Conference Presentations 2014

  • IASSIST 2014-Aligning Data and Research Infrastructure, Toronto
    Host Institution: University of Toronto, Ryerson University, and York University

1A: Building data collections (Wed, 2014-06-04)
Chair:Maria A. Jankowska

  • New and/or unique data-capture practices on a limited budget
    Paula Lackie (Carleton College)


    This is a collection of 4 special data projects that exhibit innovation in data gathering processes with human subjects that have solved or hope to solve some nagging issues while on a limited budget. 1) the responsible execution and processing of a survey for native ASL communicators – issues: interpreting cultural differences and applying scientific processes toward an interview-style survey, then interpreting these data into numbers 2) innovations in the census of 3 rural Bengali villages on remittances and perceptions of wealth – issues: survey design and managing local graduate students, mitigating a propensity toward data fabrication, data validation on hand-written survey forms, training and norming processes, working without much electricity and no internet access 3) experiences with non-technically inclined researchers conducting interviews and managing their data using smart pens – issues: making the process easy and fruitful while still technically responsible for qualitative data analysis 4) an experimental technique to capture data on paper and convert it to CSV using smart pen technology.


1B: Panel. Data Service Infrastructure for the Social Sciences and Humanities (Wed, 2014-06-04)
Chair:Johan Fihn

  • DASISH - data service infrastructure for the Social Sciences and Humanities
    Johan Fihn (Swedish National Data Service (SND))
    John Shepherdson (Data Archiving and Networked Services (KNAW-DANS))
    Vigdis Kvalheim (Norwegian Social Science Data Service (NSD))
    Alexia Katsanidou (GESIS – Leibniz Institute for the Social Sciences)
    Katrine Utaaker Segadal (Norwegian Social Science Data Services (NSD))
    Catharina Wasner (GESIS – Leibniz Institute for the Social Sciences)

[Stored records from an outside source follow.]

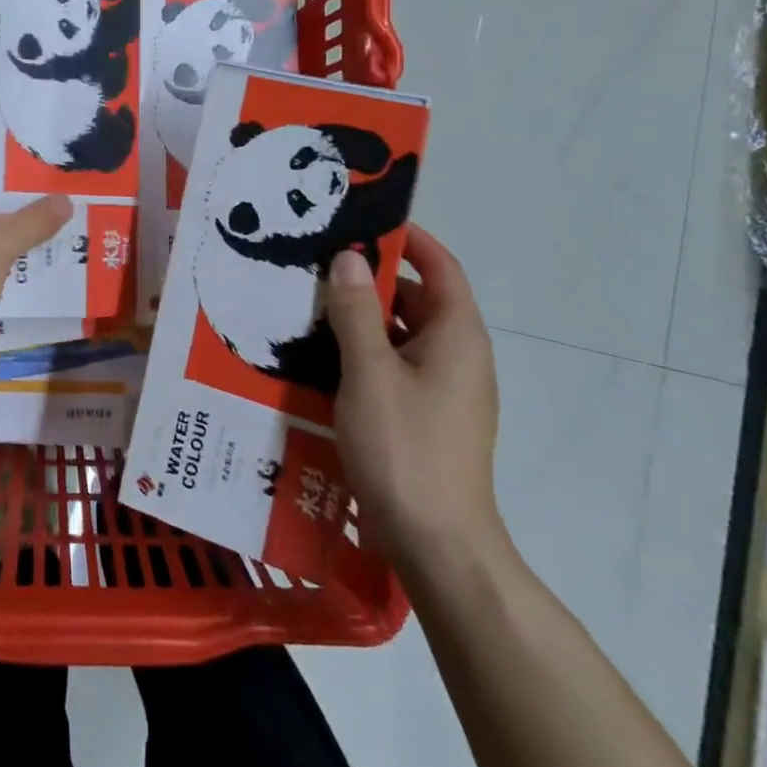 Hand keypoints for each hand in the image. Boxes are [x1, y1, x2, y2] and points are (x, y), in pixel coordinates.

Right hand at [327, 226, 507, 573]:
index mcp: (457, 336)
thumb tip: (347, 257)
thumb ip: (355, 311)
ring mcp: (444, 390)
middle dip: (370, 278)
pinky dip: (363, 352)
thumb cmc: (406, 448)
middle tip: (317, 262)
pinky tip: (320, 356)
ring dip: (361, 317)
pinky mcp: (425, 417)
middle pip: (417, 299)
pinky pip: (394, 366)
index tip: (361, 220)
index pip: (440, 267)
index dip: (407, 239)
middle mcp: (458, 356)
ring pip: (401, 335)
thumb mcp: (370, 371)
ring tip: (309, 303)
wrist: (437, 546) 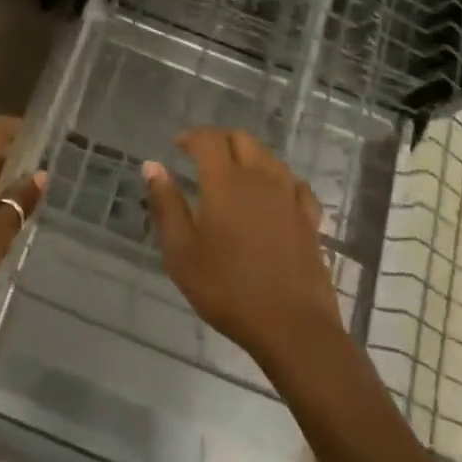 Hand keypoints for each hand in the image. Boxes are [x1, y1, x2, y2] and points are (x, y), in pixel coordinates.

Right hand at [144, 128, 345, 364]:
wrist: (291, 326)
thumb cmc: (227, 288)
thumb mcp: (181, 252)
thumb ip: (166, 204)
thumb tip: (152, 166)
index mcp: (225, 182)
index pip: (209, 140)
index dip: (192, 136)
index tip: (177, 145)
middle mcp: (260, 178)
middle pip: (242, 139)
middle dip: (220, 139)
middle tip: (202, 156)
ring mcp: (289, 197)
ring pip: (269, 157)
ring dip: (248, 154)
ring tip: (233, 172)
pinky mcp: (309, 219)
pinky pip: (295, 183)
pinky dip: (279, 178)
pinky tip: (273, 193) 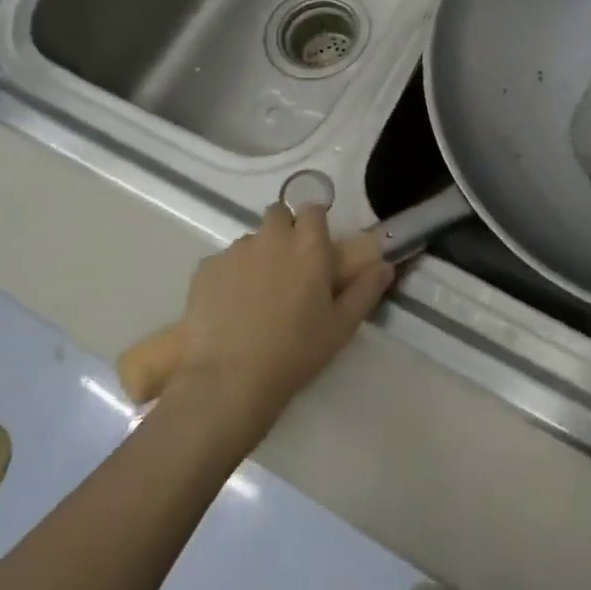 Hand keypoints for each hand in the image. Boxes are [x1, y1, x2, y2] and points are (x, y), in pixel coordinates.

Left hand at [171, 204, 393, 438]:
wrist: (229, 380)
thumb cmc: (295, 352)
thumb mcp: (342, 327)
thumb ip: (366, 290)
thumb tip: (385, 265)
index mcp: (308, 246)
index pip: (313, 209)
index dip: (315, 224)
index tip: (317, 247)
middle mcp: (271, 237)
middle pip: (278, 214)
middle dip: (285, 231)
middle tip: (289, 268)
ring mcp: (234, 251)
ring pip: (251, 240)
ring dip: (258, 255)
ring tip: (257, 295)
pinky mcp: (205, 269)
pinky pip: (223, 262)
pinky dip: (230, 276)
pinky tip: (231, 308) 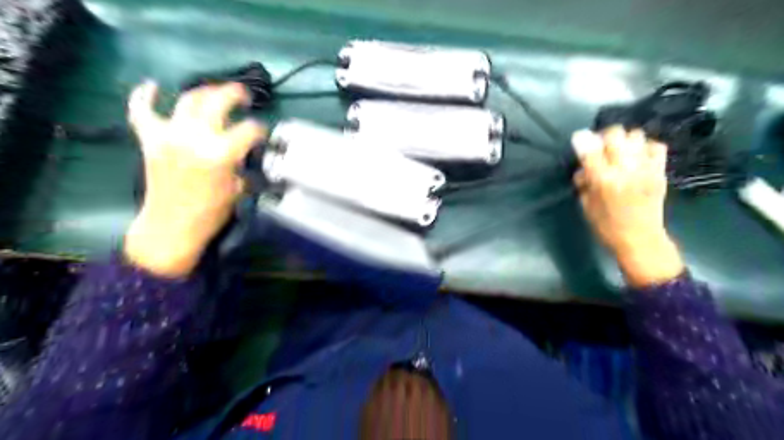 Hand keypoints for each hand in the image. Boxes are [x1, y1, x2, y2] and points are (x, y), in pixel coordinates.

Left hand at [124, 81, 266, 276]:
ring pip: (188, 100)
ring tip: (214, 92)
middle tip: (243, 96)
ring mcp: (170, 135)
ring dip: (204, 92)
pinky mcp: (150, 140)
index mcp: (221, 153)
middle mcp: (195, 137)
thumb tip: (243, 151)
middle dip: (234, 94)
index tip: (262, 133)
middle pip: (217, 102)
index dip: (260, 129)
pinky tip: (151, 86)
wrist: (172, 226)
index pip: (249, 130)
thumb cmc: (211, 212)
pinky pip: (142, 111)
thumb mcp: (237, 188)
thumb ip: (240, 164)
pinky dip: (144, 96)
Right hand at [574, 125, 684, 286]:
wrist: (640, 239)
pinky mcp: (660, 171)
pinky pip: (656, 146)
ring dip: (624, 140)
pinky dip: (645, 147)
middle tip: (600, 146)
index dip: (582, 139)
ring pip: (636, 135)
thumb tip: (583, 167)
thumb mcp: (586, 206)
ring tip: (620, 151)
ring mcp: (645, 168)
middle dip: (604, 136)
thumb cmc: (606, 226)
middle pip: (615, 134)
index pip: (590, 149)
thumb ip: (583, 182)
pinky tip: (638, 156)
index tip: (578, 138)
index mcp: (602, 181)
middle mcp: (624, 170) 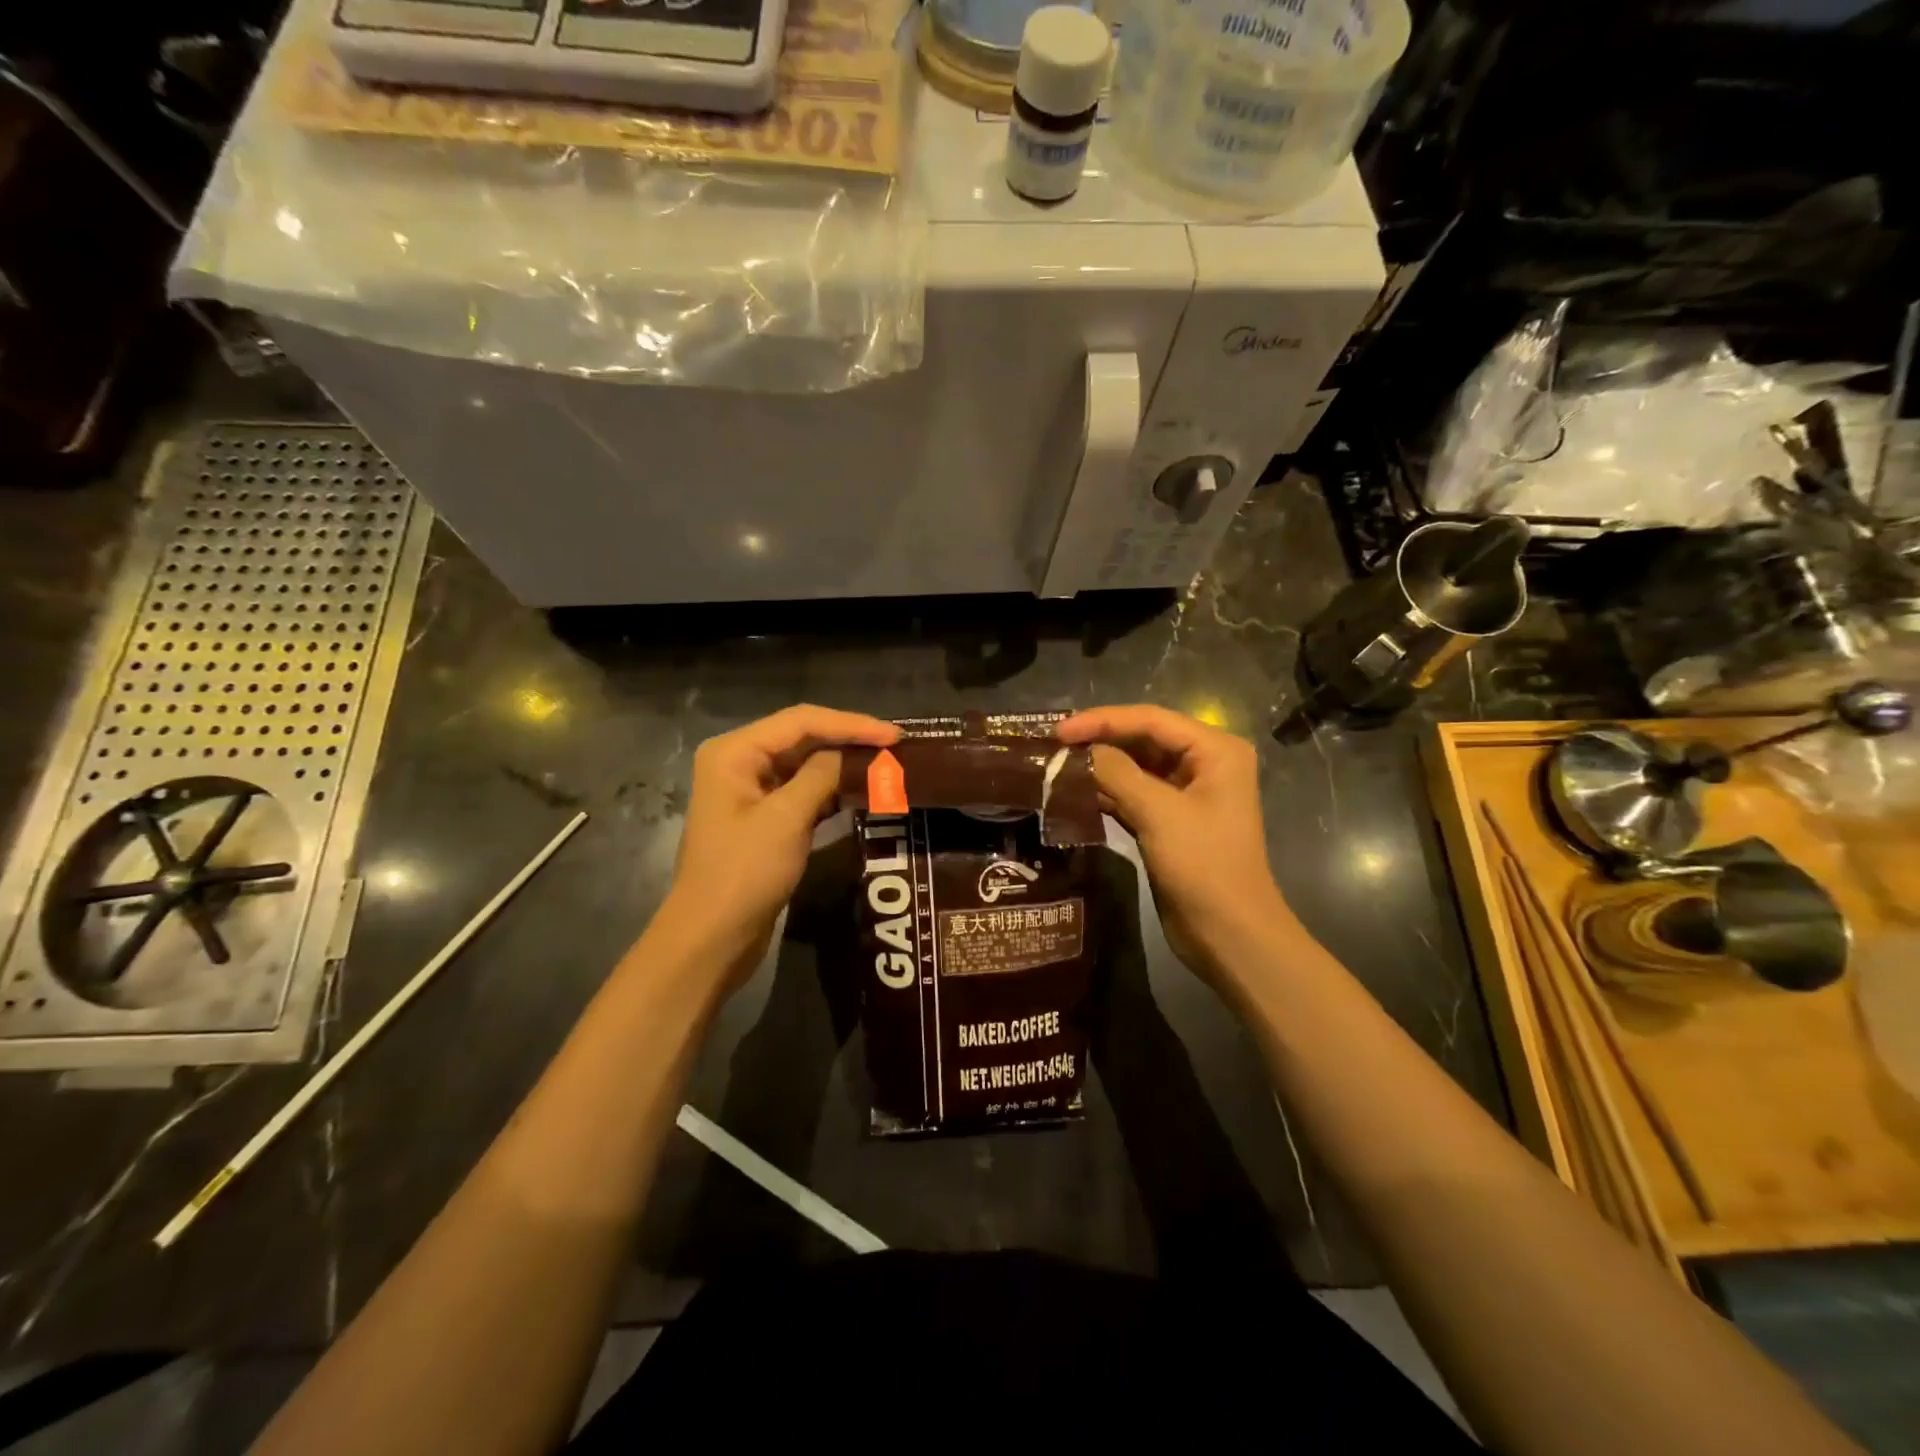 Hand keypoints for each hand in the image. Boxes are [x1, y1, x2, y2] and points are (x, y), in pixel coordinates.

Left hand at [654, 704, 897, 993]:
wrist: (712, 938)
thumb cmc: (744, 873)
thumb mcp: (786, 819)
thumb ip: (822, 775)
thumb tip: (854, 754)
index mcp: (734, 752)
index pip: (801, 721)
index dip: (851, 724)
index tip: (895, 735)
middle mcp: (739, 762)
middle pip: (803, 737)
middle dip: (849, 740)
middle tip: (897, 747)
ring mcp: (750, 791)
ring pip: (805, 764)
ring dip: (844, 764)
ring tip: (888, 764)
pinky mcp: (763, 818)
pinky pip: (803, 791)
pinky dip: (832, 789)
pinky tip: (863, 791)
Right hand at [1055, 704, 1302, 989]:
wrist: (1229, 935)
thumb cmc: (1203, 866)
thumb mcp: (1158, 813)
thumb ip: (1117, 773)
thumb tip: (1079, 752)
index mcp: (1215, 750)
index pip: (1151, 720)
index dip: (1102, 721)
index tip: (1059, 731)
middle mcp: (1203, 763)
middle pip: (1143, 739)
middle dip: (1099, 741)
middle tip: (1052, 746)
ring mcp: (1186, 793)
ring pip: (1135, 767)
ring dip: (1099, 767)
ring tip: (1055, 766)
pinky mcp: (1170, 821)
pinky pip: (1133, 794)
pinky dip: (1106, 792)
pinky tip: (1073, 794) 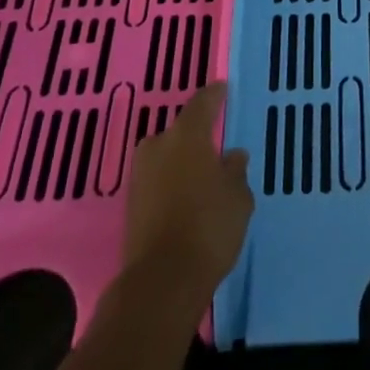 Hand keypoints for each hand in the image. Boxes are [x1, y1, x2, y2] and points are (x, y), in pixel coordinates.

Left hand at [120, 81, 253, 312]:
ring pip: (166, 157)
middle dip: (197, 136)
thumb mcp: (238, 197)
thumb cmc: (208, 226)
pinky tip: (187, 197)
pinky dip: (171, 183)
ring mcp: (140, 176)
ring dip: (182, 162)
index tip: (223, 89)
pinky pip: (158, 181)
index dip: (215, 95)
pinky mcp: (131, 205)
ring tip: (203, 176)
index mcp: (187, 135)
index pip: (202, 102)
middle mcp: (158, 146)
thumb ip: (235, 171)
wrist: (161, 281)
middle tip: (216, 145)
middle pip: (180, 131)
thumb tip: (232, 156)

    We are currently seeing an explosion in research infrastructure initiatives at domain, local, national and international levels. How does a data archive/repository provide services to multiple infrastructures whilst aligning the requests to its longterm strategies and responsibilities? How does a research infrastructure ensure viability and longterm sustainability by ensuring that it has an engaged community of service providers as well as users? Five European research infrastructures in the social sciences and humanities have come together in the form of DASISH – Data Service Infrastructure for the Social Sciences and Humanities, to find solutions to some of the prevailing issues that we face as service providers and research infrastructures and support shared development. The activities in DASISH are consequently broad and cover areas such as: reference architecture for research infrastructure alignment, preservation challenges & deposit service convergence, metadata quality improvement, legal & ethical challenges, multilinguality in questionnaire tools and question databank, data, tools and services discovery, annotation frameworks, and training & workshops for data managers, service providers and those working in infrastructures.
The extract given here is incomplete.